WHAT YOU SHOULD DO: Your answer should be the full set of entries, given again without alteration.

(INPUT DATA begins)

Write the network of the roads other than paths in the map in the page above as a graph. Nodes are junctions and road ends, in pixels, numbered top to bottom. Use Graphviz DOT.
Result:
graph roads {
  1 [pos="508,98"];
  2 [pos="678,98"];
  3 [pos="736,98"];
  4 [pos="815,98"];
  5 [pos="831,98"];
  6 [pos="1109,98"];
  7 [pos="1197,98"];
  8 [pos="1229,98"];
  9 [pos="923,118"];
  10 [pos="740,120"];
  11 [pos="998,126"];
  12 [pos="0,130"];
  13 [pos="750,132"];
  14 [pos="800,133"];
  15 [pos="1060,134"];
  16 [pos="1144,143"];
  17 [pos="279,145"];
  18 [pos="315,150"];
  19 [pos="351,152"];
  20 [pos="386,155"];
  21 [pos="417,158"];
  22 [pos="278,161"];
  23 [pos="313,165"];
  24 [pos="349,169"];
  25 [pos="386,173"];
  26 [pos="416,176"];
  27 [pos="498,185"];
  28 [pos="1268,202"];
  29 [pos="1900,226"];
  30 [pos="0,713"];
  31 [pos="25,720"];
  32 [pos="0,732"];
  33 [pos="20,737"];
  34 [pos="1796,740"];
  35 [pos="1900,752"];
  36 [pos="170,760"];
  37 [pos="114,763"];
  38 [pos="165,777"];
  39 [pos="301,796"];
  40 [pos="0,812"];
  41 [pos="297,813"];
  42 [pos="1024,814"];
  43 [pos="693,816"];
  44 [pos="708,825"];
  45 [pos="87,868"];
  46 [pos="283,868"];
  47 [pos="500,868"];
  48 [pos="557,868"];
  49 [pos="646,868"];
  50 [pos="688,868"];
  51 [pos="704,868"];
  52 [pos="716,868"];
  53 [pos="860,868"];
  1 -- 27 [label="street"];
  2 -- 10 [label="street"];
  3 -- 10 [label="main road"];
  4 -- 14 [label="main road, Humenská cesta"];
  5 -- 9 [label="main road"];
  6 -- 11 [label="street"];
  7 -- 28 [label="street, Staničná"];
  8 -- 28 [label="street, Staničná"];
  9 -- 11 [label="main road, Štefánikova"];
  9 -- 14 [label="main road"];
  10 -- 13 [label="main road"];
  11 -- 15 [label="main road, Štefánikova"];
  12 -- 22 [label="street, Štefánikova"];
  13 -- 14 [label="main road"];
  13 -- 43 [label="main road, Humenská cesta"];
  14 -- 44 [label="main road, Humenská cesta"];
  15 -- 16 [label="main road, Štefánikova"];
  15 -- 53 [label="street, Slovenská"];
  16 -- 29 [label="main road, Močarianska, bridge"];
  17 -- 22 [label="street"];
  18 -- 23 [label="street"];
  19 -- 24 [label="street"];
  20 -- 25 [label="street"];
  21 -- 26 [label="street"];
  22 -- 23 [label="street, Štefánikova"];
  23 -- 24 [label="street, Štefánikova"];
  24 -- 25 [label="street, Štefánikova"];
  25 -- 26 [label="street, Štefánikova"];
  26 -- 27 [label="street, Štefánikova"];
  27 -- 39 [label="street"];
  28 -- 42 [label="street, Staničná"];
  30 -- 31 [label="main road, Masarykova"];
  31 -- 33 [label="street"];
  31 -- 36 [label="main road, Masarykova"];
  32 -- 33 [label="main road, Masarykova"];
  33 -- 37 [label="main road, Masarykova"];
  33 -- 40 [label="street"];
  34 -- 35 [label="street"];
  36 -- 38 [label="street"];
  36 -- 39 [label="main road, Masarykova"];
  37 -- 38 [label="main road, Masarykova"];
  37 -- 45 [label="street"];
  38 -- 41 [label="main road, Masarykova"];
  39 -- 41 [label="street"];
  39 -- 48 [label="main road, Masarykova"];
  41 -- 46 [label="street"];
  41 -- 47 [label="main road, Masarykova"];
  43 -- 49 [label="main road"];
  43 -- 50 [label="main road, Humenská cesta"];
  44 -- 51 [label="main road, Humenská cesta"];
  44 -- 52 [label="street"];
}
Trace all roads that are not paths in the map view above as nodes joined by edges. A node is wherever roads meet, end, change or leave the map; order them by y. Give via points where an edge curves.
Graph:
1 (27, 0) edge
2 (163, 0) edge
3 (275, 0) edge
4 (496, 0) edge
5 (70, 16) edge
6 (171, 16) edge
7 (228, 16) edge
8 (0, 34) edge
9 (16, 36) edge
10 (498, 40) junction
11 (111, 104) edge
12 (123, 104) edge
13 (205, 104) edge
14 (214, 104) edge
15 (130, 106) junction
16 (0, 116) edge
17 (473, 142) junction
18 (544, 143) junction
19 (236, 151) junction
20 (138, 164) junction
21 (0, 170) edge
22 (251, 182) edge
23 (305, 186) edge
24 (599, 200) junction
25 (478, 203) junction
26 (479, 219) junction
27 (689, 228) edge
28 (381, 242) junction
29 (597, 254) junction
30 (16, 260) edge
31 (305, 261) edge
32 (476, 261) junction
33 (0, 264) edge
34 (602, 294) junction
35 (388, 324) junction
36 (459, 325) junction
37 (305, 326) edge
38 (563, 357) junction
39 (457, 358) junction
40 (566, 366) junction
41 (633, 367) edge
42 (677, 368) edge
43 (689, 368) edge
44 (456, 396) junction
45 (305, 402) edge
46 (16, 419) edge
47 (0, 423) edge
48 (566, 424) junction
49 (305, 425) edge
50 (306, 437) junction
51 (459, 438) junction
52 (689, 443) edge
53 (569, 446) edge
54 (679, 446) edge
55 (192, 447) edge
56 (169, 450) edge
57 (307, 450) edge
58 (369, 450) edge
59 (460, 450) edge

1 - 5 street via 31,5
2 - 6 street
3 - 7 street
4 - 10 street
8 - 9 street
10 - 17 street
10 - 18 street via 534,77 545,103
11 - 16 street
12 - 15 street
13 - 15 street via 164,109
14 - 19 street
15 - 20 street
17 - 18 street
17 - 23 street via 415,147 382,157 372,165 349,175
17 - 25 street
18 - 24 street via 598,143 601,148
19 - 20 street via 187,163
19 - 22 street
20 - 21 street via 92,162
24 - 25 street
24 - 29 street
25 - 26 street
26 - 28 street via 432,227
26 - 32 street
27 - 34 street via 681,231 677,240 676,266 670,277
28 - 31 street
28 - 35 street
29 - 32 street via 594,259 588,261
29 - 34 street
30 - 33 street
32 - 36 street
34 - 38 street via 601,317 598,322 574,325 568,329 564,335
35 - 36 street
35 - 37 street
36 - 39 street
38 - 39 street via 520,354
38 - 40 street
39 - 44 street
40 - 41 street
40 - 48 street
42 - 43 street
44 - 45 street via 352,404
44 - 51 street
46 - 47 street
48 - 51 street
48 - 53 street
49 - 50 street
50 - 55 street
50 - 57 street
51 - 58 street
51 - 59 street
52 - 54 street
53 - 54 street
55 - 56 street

(INPUT DATA ends)

SOLUTION BELOW:
Write the network of the roads other than paths in the map in the page above as a graph. Nodes are junctions and road ends, in pixels, numbered top to bottom. Use Graphviz DOT.
Result:
graph roads {
  1 [pos="508,98"];
  2 [pos="678,98"];
  3 [pos="736,98"];
  4 [pos="815,98"];
  5 [pos="831,98"];
  6 [pos="1109,98"];
  7 [pos="1197,98"];
  8 [pos="1229,98"];
  9 [pos="923,118"];
  10 [pos="740,120"];
  11 [pos="998,126"];
  12 [pos="0,130"];
  13 [pos="750,132"];
  14 [pos="800,133"];
  15 [pos="1060,134"];
  16 [pos="1144,143"];
  17 [pos="279,145"];
  18 [pos="315,150"];
  19 [pos="351,152"];
  20 [pos="386,155"];
  21 [pos="417,158"];
  22 [pos="278,161"];
  23 [pos="313,165"];
  24 [pos="349,169"];
  25 [pos="386,173"];
  26 [pos="416,176"];
  27 [pos="498,185"];
  28 [pos="1268,202"];
  29 [pos="1900,226"];
  30 [pos="0,713"];
  31 [pos="25,720"];
  32 [pos="0,732"];
  33 [pos="20,737"];
  34 [pos="1796,740"];
  35 [pos="1900,752"];
  36 [pos="170,760"];
  37 [pos="114,763"];
  38 [pos="165,777"];
  39 [pos="301,796"];
  40 [pos="0,812"];
  41 [pos="297,813"];
  42 [pos="1024,814"];
  43 [pos="693,816"];
  44 [pos="708,825"];
  45 [pos="87,868"];
  46 [pos="283,868"];
  47 [pos="500,868"];
  48 [pos="557,868"];
  49 [pos="646,868"];
  50 [pos="688,868"];
  51 [pos="704,868"];
  52 [pos="716,868"];
  53 [pos="860,868"];
  1 -- 27 [label="street"];
  2 -- 10 [label="street"];
  3 -- 10 [label="main road"];
  4 -- 14 [label="main road, Humenská cesta"];
  5 -- 9 [label="main road"];
  6 -- 11 [label="street"];
  7 -- 28 [label="street, Staničná"];
  8 -- 28 [label="street, Staničná"];
  9 -- 11 [label="main road, Štefánikova"];
  9 -- 14 [label="main road"];
  10 -- 13 [label="main road"];
  11 -- 15 [label="main road, Štefánikova"];
  12 -- 22 [label="street, Štefánikova"];
  13 -- 14 [label="main road"];
  13 -- 43 [label="main road, Humenská cesta"];
  14 -- 44 [label="main road, Humenská cesta"];
  15 -- 16 [label="main road, Štefánikova"];
  15 -- 53 [label="street, Slovenská"];
  16 -- 29 [label="main road, Močarianska, bridge"];
  17 -- 22 [label="street"];
  18 -- 23 [label="street"];
  19 -- 24 [label="street"];
  20 -- 25 [label="street"];
  21 -- 26 [label="street"];
  22 -- 23 [label="street, Štefánikova"];
  23 -- 24 [label="street, Štefánikova"];
  24 -- 25 [label="street, Štefánikova"];
  25 -- 26 [label="street, Štefánikova"];
  26 -- 27 [label="street, Štefánikova"];
  27 -- 39 [label="street"];
  28 -- 42 [label="street, Staničná"];
  30 -- 31 [label="main road, Masarykova"];
  31 -- 33 [label="street"];
  31 -- 36 [label="main road, Masarykova"];
  32 -- 33 [label="main road, Masarykova"];
  33 -- 37 [label="main road, Masarykova"];
  33 -- 40 [label="street"];
  34 -- 35 [label="street"];
  36 -- 38 [label="street"];
  36 -- 39 [label="main road, Masarykova"];
  37 -- 38 [label="main road, Masarykova"];
  37 -- 45 [label="street"];
  38 -- 41 [label="main road, Masarykova"];
  39 -- 41 [label="street"];
  39 -- 48 [label="main road, Masarykova"];
  41 -- 46 [label="street"];
  41 -- 47 [label="main road, Masarykova"];
  43 -- 49 [label="main road"];
  43 -- 50 [label="main road, Humenská cesta"];
  44 -- 51 [label="main road, Humenská cesta"];
  44 -- 52 [label="street"];
}
Trace all roads that are not paths in the map view above as nodes joined by edges. A node is wherever roads meet, end, change or leave the map; order them by y. Give via points where an edge curves.
Graph:
1 (27, 0) edge
2 (163, 0) edge
3 (275, 0) edge
4 (496, 0) edge
5 (70, 16) edge
6 (171, 16) edge
7 (228, 16) edge
8 (0, 34) edge
9 (16, 36) edge
10 (498, 40) junction
11 (111, 104) edge
12 (123, 104) edge
13 (205, 104) edge
14 (214, 104) edge
15 (130, 106) junction
16 (0, 116) edge
17 (473, 142) junction
18 (544, 143) junction
19 (236, 151) junction
20 (138, 164) junction
21 (0, 170) edge
22 (251, 182) edge
23 (305, 186) edge
24 (599, 200) junction
25 (478, 203) junction
26 (479, 219) junction
27 (689, 228) edge
28 (381, 242) junction
29 (597, 254) junction
30 (16, 260) edge
31 (305, 261) edge
32 (476, 261) junction
33 (0, 264) edge
34 (602, 294) junction
35 (388, 324) junction
36 (459, 325) junction
37 (305, 326) edge
38 (563, 357) junction
39 (457, 358) junction
40 (566, 366) junction
41 (633, 367) edge
42 (677, 368) edge
43 (689, 368) edge
44 (456, 396) junction
45 (305, 402) edge
46 (16, 419) edge
47 (0, 423) edge
48 (566, 424) junction
49 (305, 425) edge
50 (306, 437) junction
51 (459, 438) junction
52 (689, 443) edge
53 (569, 446) edge
54 (679, 446) edge
55 (192, 447) edge
56 (169, 450) edge
57 (307, 450) edge
58 (369, 450) edge
59 (460, 450) edge

1 - 5 street via 31,5
2 - 6 street
3 - 7 street
4 - 10 street
8 - 9 street
10 - 17 street
10 - 18 street via 534,77 545,103
11 - 16 street
12 - 15 street
13 - 15 street via 164,109
14 - 19 street
15 - 20 street
17 - 18 street
17 - 23 street via 415,147 382,157 372,165 349,175
17 - 25 street
18 - 24 street via 598,143 601,148
19 - 20 street via 187,163
19 - 22 street
20 - 21 street via 92,162
24 - 25 street
24 - 29 street
25 - 26 street
26 - 28 street via 432,227
26 - 32 street
27 - 34 street via 681,231 677,240 676,266 670,277
28 - 31 street
28 - 35 street
29 - 32 street via 594,259 588,261
29 - 34 street
30 - 33 street
32 - 36 street
34 - 38 street via 601,317 598,322 574,325 568,329 564,335
35 - 36 street
35 - 37 street
36 - 39 street
38 - 39 street via 520,354
38 - 40 street
39 - 44 street
40 - 41 street
40 - 48 street
42 - 43 street
44 - 45 street via 352,404
44 - 51 street
46 - 47 street
48 - 51 street
48 - 53 street
49 - 50 street
50 - 55 street
50 - 57 street
51 - 58 street
51 - 59 street
52 - 54 street
53 - 54 street
55 - 56 street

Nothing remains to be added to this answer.